In short, the only reason most of us pay any attention to baseball is that we've been told that it's important. If our news media devoted the same attention to horseshoes, you'd have heard of one Allen Baptist of Eagle, Colo., who returned last week from the world tournament in Syracuse, N.Y., with a championship.
We'd have all been glued to our TV sets while color commentators talked about wind gusts, the position of the sun relative to the player's eyes, clay pits vs. sand, the tension of having to top the opponent's pair of ringers, possible effects of the low altitude of Syracuse on a high-altitude player, the difference between formal and informal horseshoes in scoring for leaners, possible crowd distractions, various grips, differing calk angles, etc.
That suggests one solution for some losses caused by the baseball strike. Sports writers are a creative lot -- they have to be, since they've always got to find new ways to describe essentially the same daily routine.
So they could find some other sport, and start telling people it's important. After a while, people will believe that the new sport is something vital, rather than a mere fabrication, and we could make an industry out of horseshoes, volleyball, caber-tossing, gladiators or dozens of other activities.

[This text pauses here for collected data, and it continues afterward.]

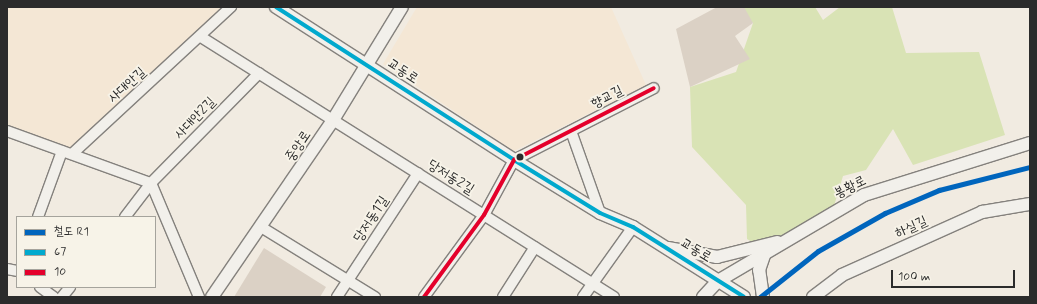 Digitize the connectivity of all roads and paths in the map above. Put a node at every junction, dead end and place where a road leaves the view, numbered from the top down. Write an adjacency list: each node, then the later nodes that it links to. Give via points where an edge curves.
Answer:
1 (231, 7): 4 (street)
2 (276, 7): 5 (street, 교동로)
3 (402, 7): 5 (street, 중앙로)
4 (202, 37): 6 (street); 13 (street, 사대안길)
5 (366, 64): 8 (street, 중앙로); 14 (street, 교동로)
6 (259, 73): 8 (street); 16 (street, 사대안2길)
7 (654, 88): 10 (street, 향교길)
8 (333, 120): 15 (street, 당저동2길); 22 (street, 중앙로)
9 (7, 131): 12 (street)
10 (571, 131): 14 (street, 향교길); 18 (street)
11 (1030, 143): 24 (street, 봉황로, via 864,195)
12 (62, 151): 13 (street); 20 (street)
13 (72, 154): 16 (street)
14 (514, 160): 18 (street, 교동로); 19 (street)
15 (418, 173): 19 (street, 당저동2길); 28 (street, 당저동1길)
16 (151, 183): 21 (street); 35 (street)
17 (1030, 204): 46 (street, 하실길, via 982,212 842,275)
18 (600, 213): 23 (street, 교동로)
19 (484, 215): 25 (street, 당저동2길); 39 (street)
20 (38, 216)
21 (126, 216)
22 (260, 227): 28 (street); 36 (street, 중앙로)
23 (633, 227): 26 (street, 교동로); 30 (street)
24 (786, 240): 26 (street, via 717,257); 27 (street, 봉황로)
25 (535, 247): 30 (street, 당저동2길); 40 (street)
26 (661, 247): 29 (street, 교동로)
27 (765, 253): 29 (street, 봉황로); 45 (street, via 759,270)
28 (347, 280): 37 (street, 당저동1길); 38 (street)
29 (718, 281): 43 (street, 봉황로); 44 (street, 교동로)
30 (592, 283): 41 (street); 42 (street, 당저동2길)
31 (41, 288): 33 (street)
32 (69, 288): 34 (street)
33 (54, 297)
34 (62, 297)
35 (199, 297)
36 (212, 297)
37 (337, 297)
38 (375, 297)
39 (424, 297)
40 (503, 297)
41 (583, 297)
42 (614, 297)
43 (703, 297)
44 (744, 297)
45 (763, 297)
46 (813, 297)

However, this would require a great deal of collusion. It wouldn't work if one TV network decided on water polo and another on jai alai, while one newspaper sports department made javelin-tossing important as another promoted rowing. When they met to decide on a summer sport to replace baseball, they would be subject to financial pressure, and besides, the Department of Justice might take a dim view of the meeting.
However, we've got to do something. Without Rockies games to keep people in the city, more city people will visit the real Rockies.
The mountains were already crowded this summer before the ballplayers struck. On every trip out of town, I've run into bumper-to-bumper traffic, even late at night in the middle of the week when you used to be able to count on open roads.
Friends tell me that fishing has become a communal activity and that developed campsites are often filled before noon, and I don't know how long it's been since I saw a motel vacancy sign after sundown. Cafes and diners offer long lines at lunch and dinner time.
Even walking downtown has become difficult, with all these tourists taking pictures of old brick buildings. Some glared at me last week for getting in the way, and were not mollified when I offered to pose for only $5, assuring them that I was a genuine mountain resident who would add authenticity to their photo album.
Now, there's nothing wrong with people arriving in central Colorado with money and departing without it. But what used to be a trickle has turned into a flow that strains our roads and commercial structure, and with the baseball strike, the flow be a flood by Labor Day.
Every day, 50,000 people who would have harmlessly congregated at Mile High Stadium might take to the hills. More highway congestion, more campsite crowding, fewer private fishing holes, longer lines everywhere we turn.
Getting a major-league team in Denver was a clever way to keep the mountains from being loved to death. If baseball refuses to perform this important job, we'll have to find something else, even if it does involve conspiracy, collusion and bribery of sportswriters.